Al riguardo, è stato già affermato che la sentenza di condanna generica postula, quale presupposto necessario e sufficiente a legittimarne l’adozione, solo l’accertamento di un fatto ritenuto, alla stregua di un giudizio di probabilità, potenzialmente produttivo di danni, mentre il riscontro dell’esistenza, in concreto, di questi ultimi, benché già ivi possibile, può anche essere differito alla fase della loro effettiva liquidazione, ed in tal caso, se una siffatta pronuncia non sia stata impugnata, il giudicato formatosi non investe la sussistenza dei danni stessi e del loro rapporto di causalità con il fatto illecito, né preclude la successiva dichiarazione di infondatezza della pretesa risarcitoria, ove si verifichi che i pregiudizi lamentati non si siano prodotti o non siano riconducibili al comportamento del responsabile (tra le molte Cass. 11 ottobre 2016, n. 20444).

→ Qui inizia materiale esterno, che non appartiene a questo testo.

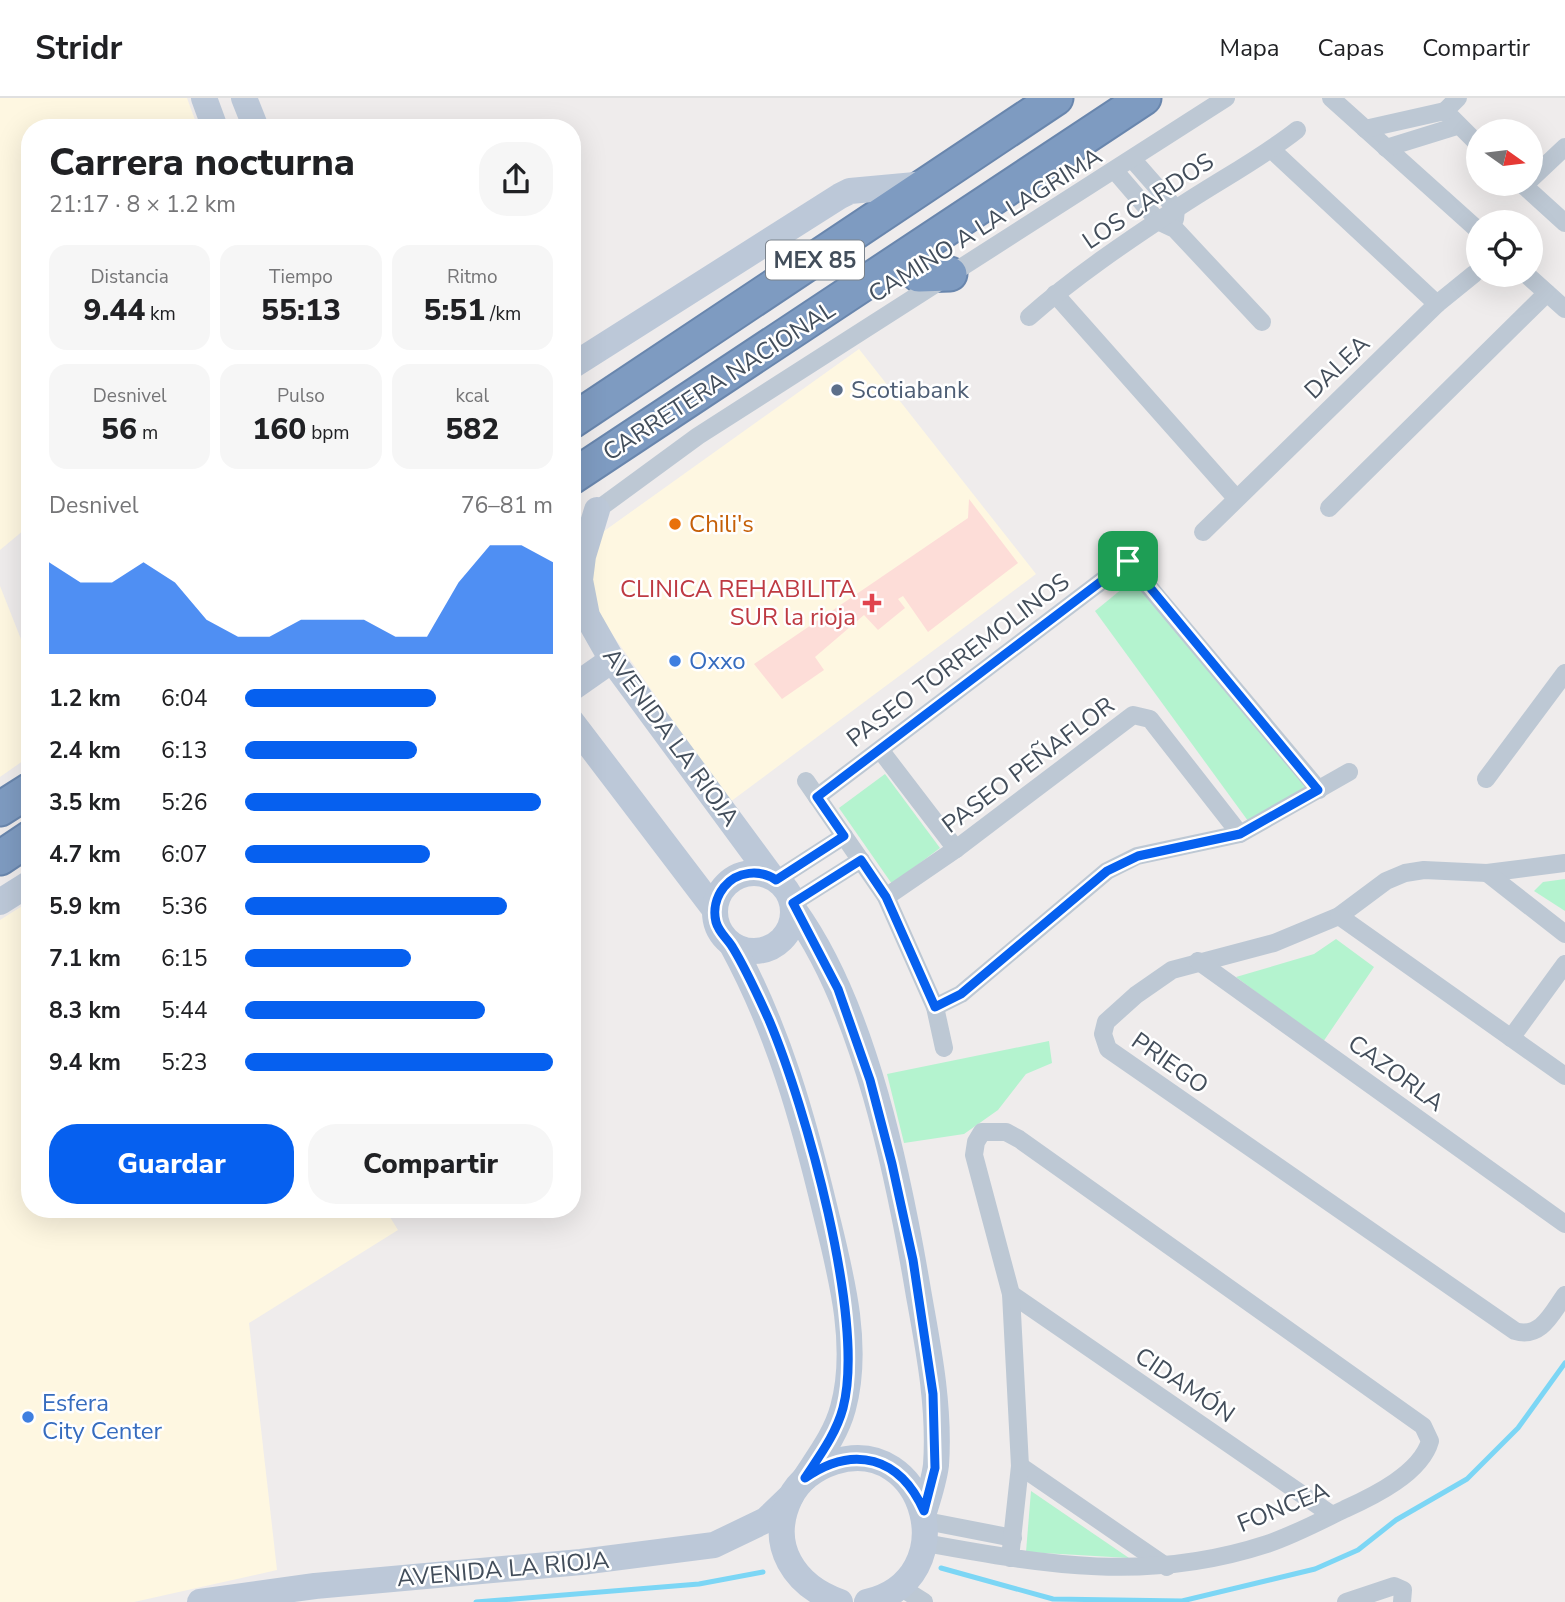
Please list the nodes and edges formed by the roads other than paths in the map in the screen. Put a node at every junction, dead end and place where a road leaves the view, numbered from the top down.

Nel caso in esame il Tribunale di Tempio Pausania ha pronunciato una prima sentenza non definitiva con la quale, rigettate talune eccezioni preliminari e pregiudiziali sollevate dalle parti, nonché la domanda risarcitoria per illecito anticoncorrenziale proposta da Edili D. S.p.a. nei confronti di Sardares S.p.a., ha disposto consulenza tecnica al fine di determinare il danno concretamente sofferto dalla società attrice a seguito della distrazione delle somme riportate nella contabilità separata ad opera dell’amministratore D.G.: sicché detta sentenza neppure conteneva, in effetti, una esplicita pronuncia di condanna generica. Dopodiché, con la sentenza definitiva, il primo giudice ha in buona sostanza ritenuto che la produzione di documentazione dalla quale emergeva la creazione di una contabilità separata, in nero, concernente il periodo settembre-dicembre 1991, tale da dimostrare la sottrazione dal D. alla società dell’importo di Euro 112.727,00, non consentisse di ritenere provato, se non altro nel quantum, che analoghe sottrazioni fossero state perpetrate nell’intero arco temporale, dal 1985 al 1992, indicato dall’attrice.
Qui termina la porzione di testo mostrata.